European Travelogue Vol. I : London

Forgive me, it was a weird, weird day.

It’s the first day of in-person class. They call them modules here. I’m prepping for the first physical class I’ve had in two years, studying abroad in central London at King’s College, and I’m nervous as hell sitting in a chair outside a classroom. I tend to be a pretty nervous guy, so of course, I show up thirty minutes early for a one-hour class. While sitting in a chair in an empty hallway, minding my own business, a wiry man in a too-big suit walks in from the stairwell and watches me. Apparently, that’s enough for him to strike up a conversation.

“What are you doing in that chair?” the man asks. 

Huh? I’ve barely been in England long enough to actually understand a British accent in the flesh. I fumble my words and respond, a little shaken,


“What are you doing in that chair?”

I still can’t understand a word he’s saying. I don’t know why I half expected everyone to sound more like John Lennon. He’s looking more urgent now, I’ve seriously ticked him off.

“Um, sorry, say that one more time.”

“What are you doing sitting in that chair.”

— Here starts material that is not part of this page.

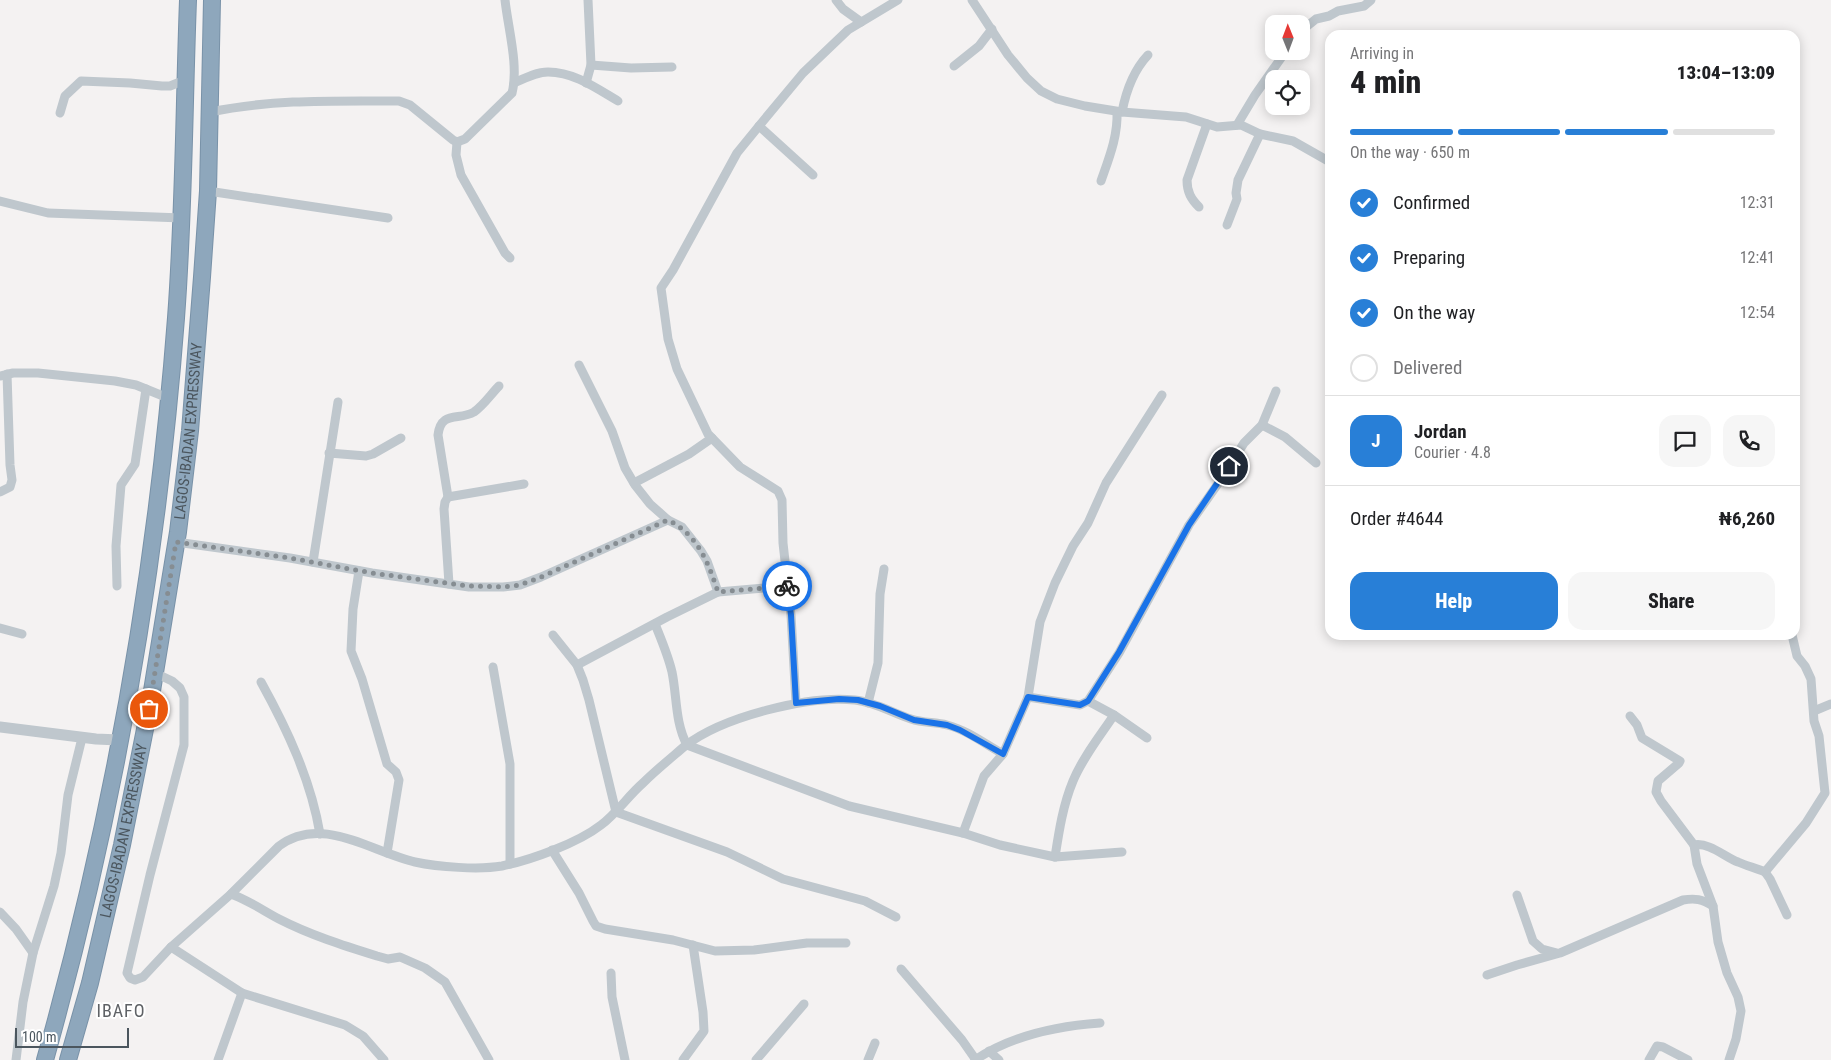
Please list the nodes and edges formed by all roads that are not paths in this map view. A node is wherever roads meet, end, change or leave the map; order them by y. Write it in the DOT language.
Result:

Uhhhh… what? My mind stops. I’m genuinely boggled by why this is a question worth asking.

“I’m waiting for class?”

I don’t even remember what he said after that, but that was the end of the conversation. It felt so intrusively awkward that my fight-or-flight response kicked in. I stepped away until a more reasonable time to wait and loiter.

But what the fuck? Is it against the law to show up to class early?  Are we not allowed to sit in chairs? And what kind of ivory tower is this stranger perched on to want to school me for sitting? For the first person to talk to me at my new school, to have something so firmly up his own ass that he feels the need to police something as banal as this certainly left an impression on me.

But it doesn’t end there. I realized as soon as class started that not only wasn’t he a professor, he was some I.T. guy there to set up the Zoom meeting for a hybrid seminar. He was there for five minutes to make sure everything was running smoothly online. What authority? But he wasn’t done with me yet.

Out of respect, I spit out my gum as the lecture began, taking out a used wrapper from my pocket to dispose of the blue wad, and the guy shushed me! That was the point, I realized he had no business schooling my behavior, especially when neither instance he found worth scolding had any malice behind it. What was his problem? Why was this my first interaction with a Londoner in the wild? If I’d ever see him again, I’d give him the same treatment and be just as much as a cheeky dingwad in response, but he disappeared into the same abyss from whence he came.

No answers, no reasons, just some weird, weird man wanting to flex some authority he didn’t have on some total stranger. Maybe he picks one person a day, just to bother in mildly annoying ways. Why it was me that day? That’s an answer I’m not equipped to figure out. Maybe someone’s given him a black eye by now. I couldn’t tell you.